Tips to Reduce Online Shopping Cart Abandonment

One of the most common things that ecommerce sites have issues with is Cart Abandonment. Cart32 has a report that shows you “lost sales”, however this amount given should be taken with some insight as to what qualifies as a lost sale.  This is any situation where a customer adds something to your online shopping cart and then does not complete the transaction. Now, before you assume that the shopping cart is losing you a ton of business, think about how many times you’ve added something a shopping cart to see a total cost, check the shipping prices, or to see how much a discount would take off an item and then leave the page, never completing the order. These are all examples of lost sales. There are many tips for reducing the number of lost sales, but I will outline three of them for you.

 

1. Offer Multiple Payment Options
Cart32 is integrated with Amazon Payments, Google Checkout, and PayPal. These are all great third party payment processors that simply give your customers more choices during checkout. As I always tell clients, it never hurts to offer more options.

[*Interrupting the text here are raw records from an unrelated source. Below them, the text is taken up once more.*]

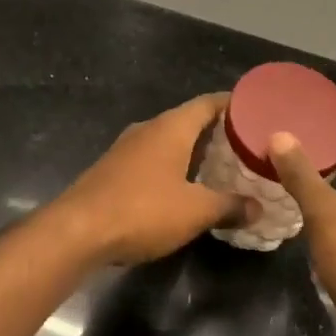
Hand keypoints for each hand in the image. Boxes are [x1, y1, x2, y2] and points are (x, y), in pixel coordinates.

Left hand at [50, 93, 248, 265]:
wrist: (76, 232)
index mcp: (172, 127)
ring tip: (222, 167)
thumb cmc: (142, 210)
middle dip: (218, 131)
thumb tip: (258, 208)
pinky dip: (174, 166)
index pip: (209, 103)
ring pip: (170, 141)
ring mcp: (127, 149)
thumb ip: (230, 206)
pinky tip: (185, 187)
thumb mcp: (196, 211)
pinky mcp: (113, 170)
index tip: (257, 111)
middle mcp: (149, 129)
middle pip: (190, 120)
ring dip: (194, 151)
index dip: (234, 104)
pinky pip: (153, 159)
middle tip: (247, 145)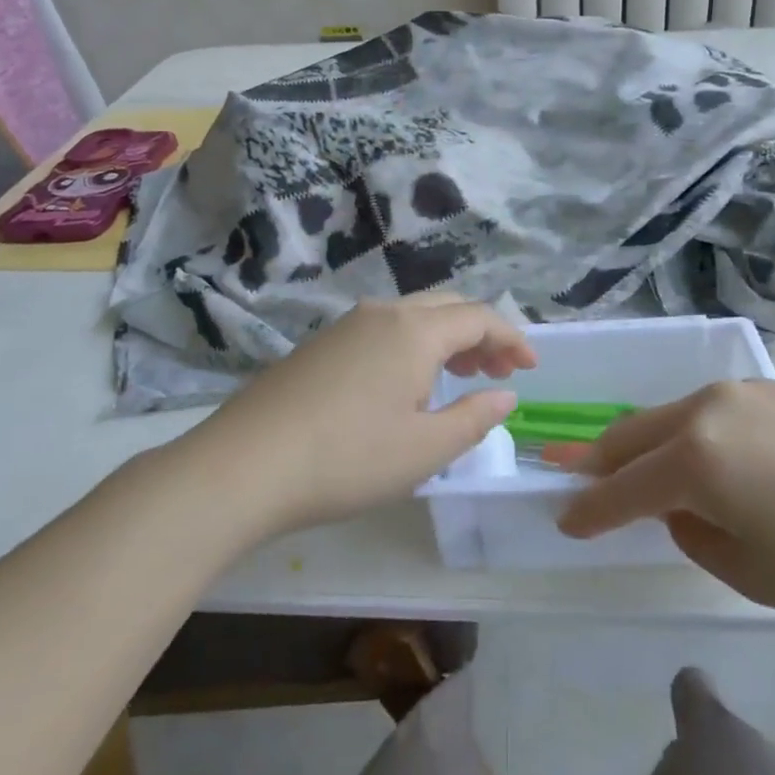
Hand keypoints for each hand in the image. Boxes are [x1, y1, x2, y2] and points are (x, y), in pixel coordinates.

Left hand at [186, 293, 534, 534]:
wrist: (243, 466)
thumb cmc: (347, 460)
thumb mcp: (425, 450)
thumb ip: (474, 417)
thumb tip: (505, 394)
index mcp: (414, 331)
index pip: (479, 318)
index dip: (511, 339)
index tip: (531, 368)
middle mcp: (382, 314)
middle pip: (446, 307)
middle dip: (480, 335)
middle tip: (497, 373)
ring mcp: (345, 326)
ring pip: (412, 316)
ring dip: (445, 339)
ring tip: (458, 378)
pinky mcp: (319, 345)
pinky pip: (382, 330)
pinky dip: (411, 346)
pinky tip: (405, 385)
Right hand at [554, 380, 774, 622]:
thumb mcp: (756, 572)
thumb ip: (697, 535)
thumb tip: (682, 508)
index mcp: (696, 459)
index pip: (623, 488)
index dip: (589, 509)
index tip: (563, 520)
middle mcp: (707, 410)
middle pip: (632, 433)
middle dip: (596, 458)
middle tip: (562, 467)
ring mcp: (742, 391)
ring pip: (668, 416)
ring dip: (640, 442)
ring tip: (624, 463)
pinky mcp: (774, 390)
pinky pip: (706, 410)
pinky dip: (682, 433)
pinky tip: (694, 453)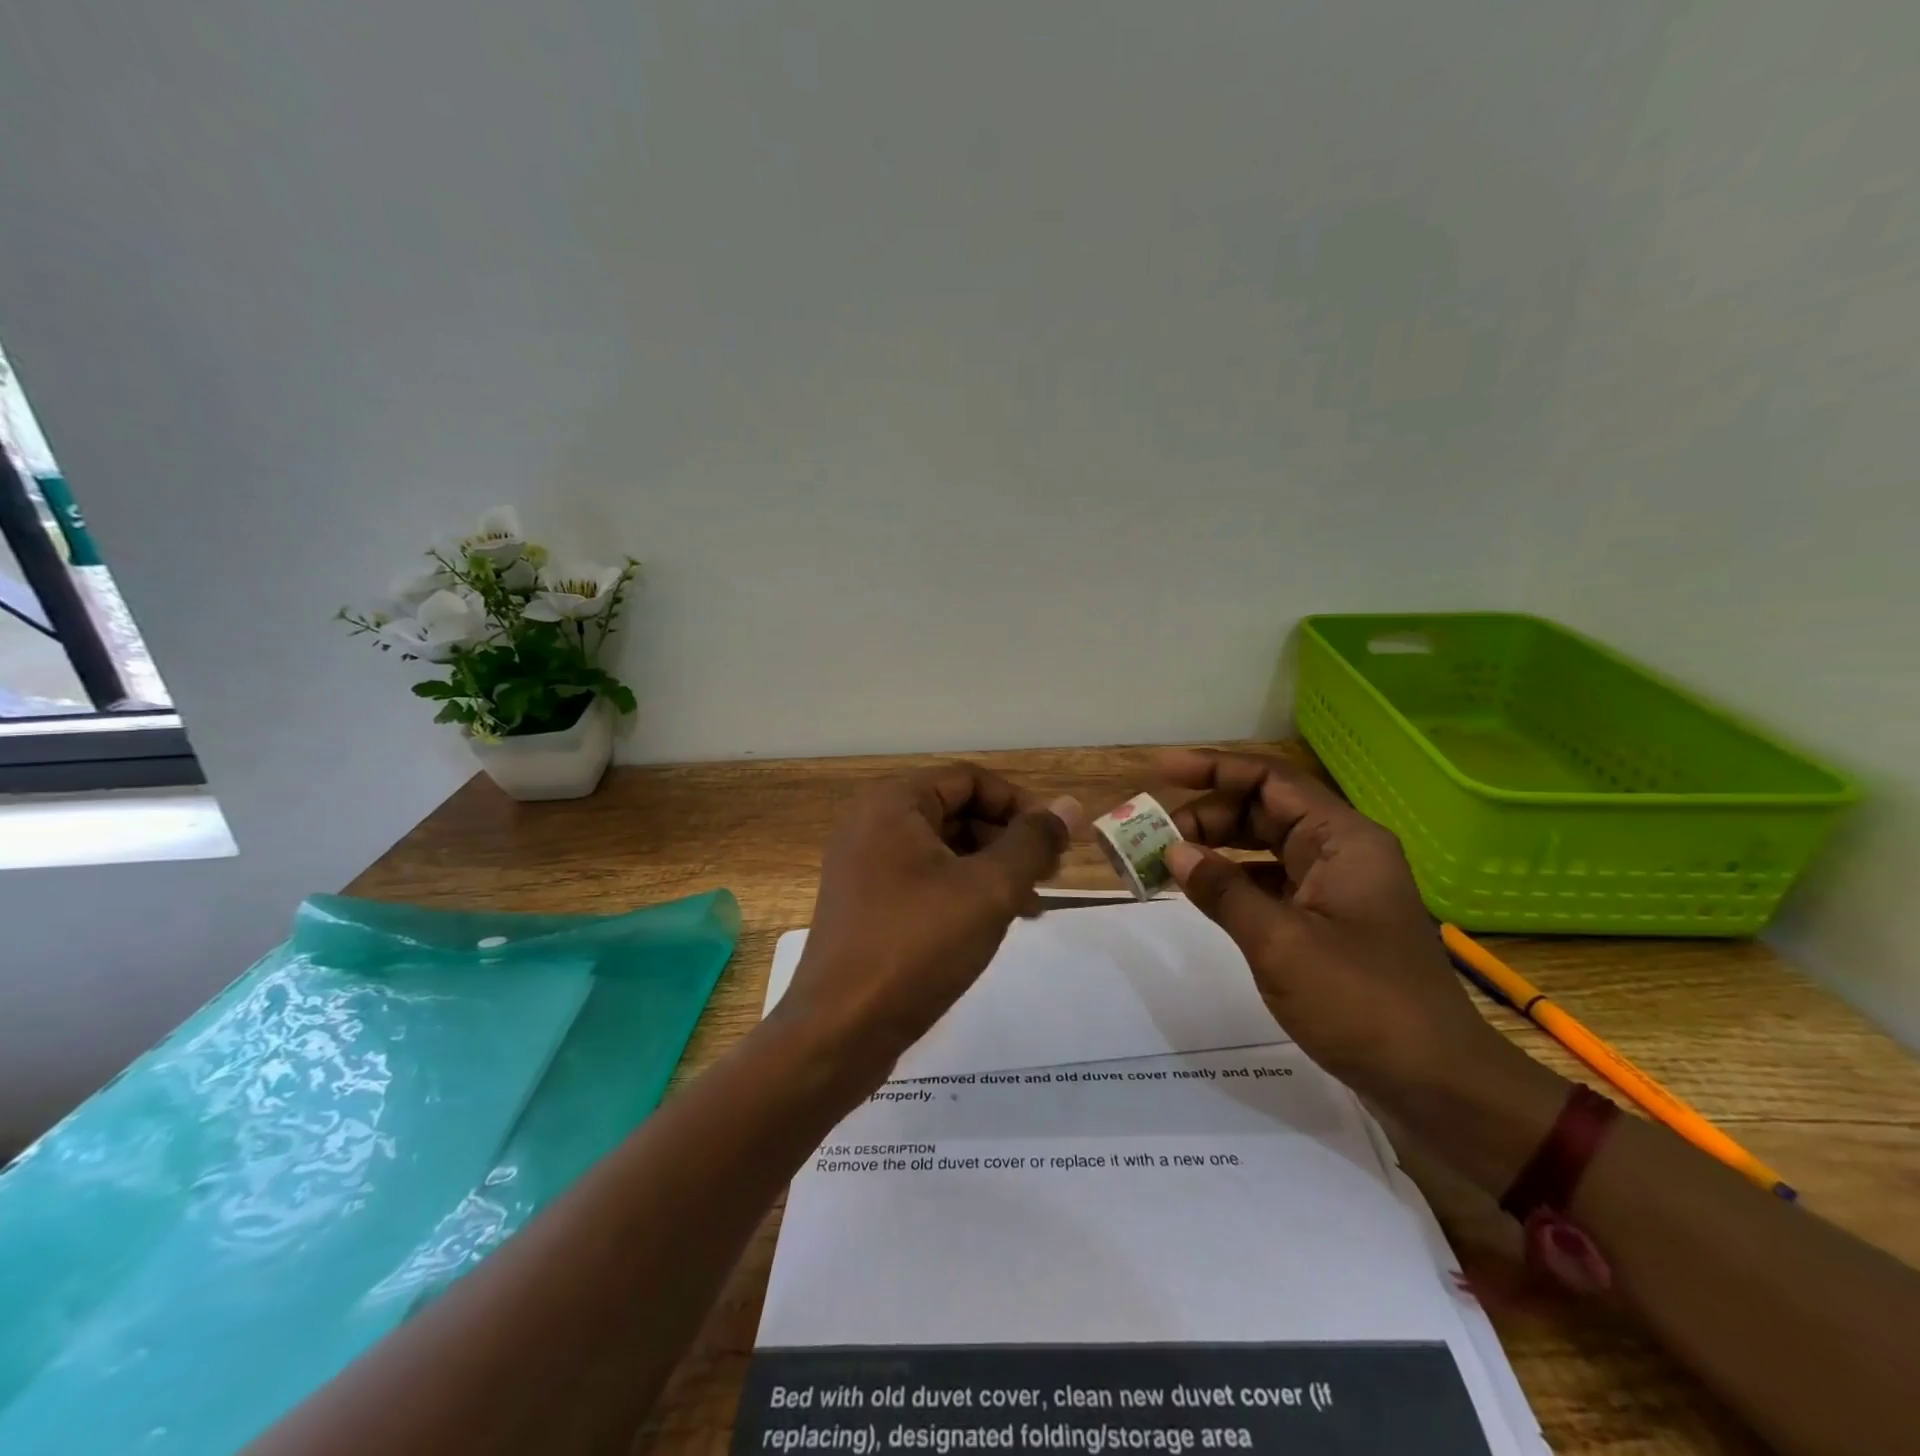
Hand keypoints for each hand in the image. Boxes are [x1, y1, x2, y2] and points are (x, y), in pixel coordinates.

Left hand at [775, 764, 1082, 1081]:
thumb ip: (1033, 843)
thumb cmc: (917, 946)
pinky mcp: (866, 905)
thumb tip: (1071, 806)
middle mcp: (872, 825)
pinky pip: (923, 880)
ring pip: (943, 850)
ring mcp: (864, 867)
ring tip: (1030, 904)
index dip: (1020, 805)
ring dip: (990, 868)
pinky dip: (962, 891)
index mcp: (894, 804)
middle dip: (1008, 839)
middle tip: (1049, 875)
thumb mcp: (989, 889)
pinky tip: (993, 922)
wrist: (839, 1032)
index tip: (1056, 842)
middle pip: (956, 811)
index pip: (971, 780)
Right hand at [1155, 748, 1520, 1106]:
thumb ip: (1223, 890)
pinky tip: (1201, 892)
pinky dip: (1234, 881)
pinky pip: (1271, 882)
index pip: (1270, 780)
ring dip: (1216, 848)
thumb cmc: (1362, 1003)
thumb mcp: (1280, 943)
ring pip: (1265, 846)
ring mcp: (1337, 887)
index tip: (1161, 769)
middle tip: (1152, 836)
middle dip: (1206, 815)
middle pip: (1264, 809)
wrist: (1437, 1085)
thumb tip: (1174, 851)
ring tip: (1165, 860)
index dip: (1214, 768)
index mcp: (1343, 840)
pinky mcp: (1329, 921)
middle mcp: (1341, 851)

If a customer doesn’t necessarily trust you and your site, offering a common name like the three mentioned above will allow them to checkout with confidence.

 

2. Provide a Clearly Visible Phone Number
Some checkout processes can be confusing, especially with the older generations starting to take to the internet (I know I CONSTANTLY have to help my mom with internet related problems). Providing your customers an easy way to get a hold of you for assistance with the checkout process will prevent them from getting either too confused or too angry to complete the order.

 

3. Only Collect Information that is NECESSARY for the Transaction
Many customers will abandon a transaction if you’re asking far too many questions. The internet is a fast paced tool and people don’t like slowing down to fill out forms that ask everything from their first dog’s name to their elementary school. Imagine if you were checking out in Wal-Mart and every time you did, they forced you to answer 6 questions not related to the checkout… would you still shop there as often? My answer would be a definite “No!”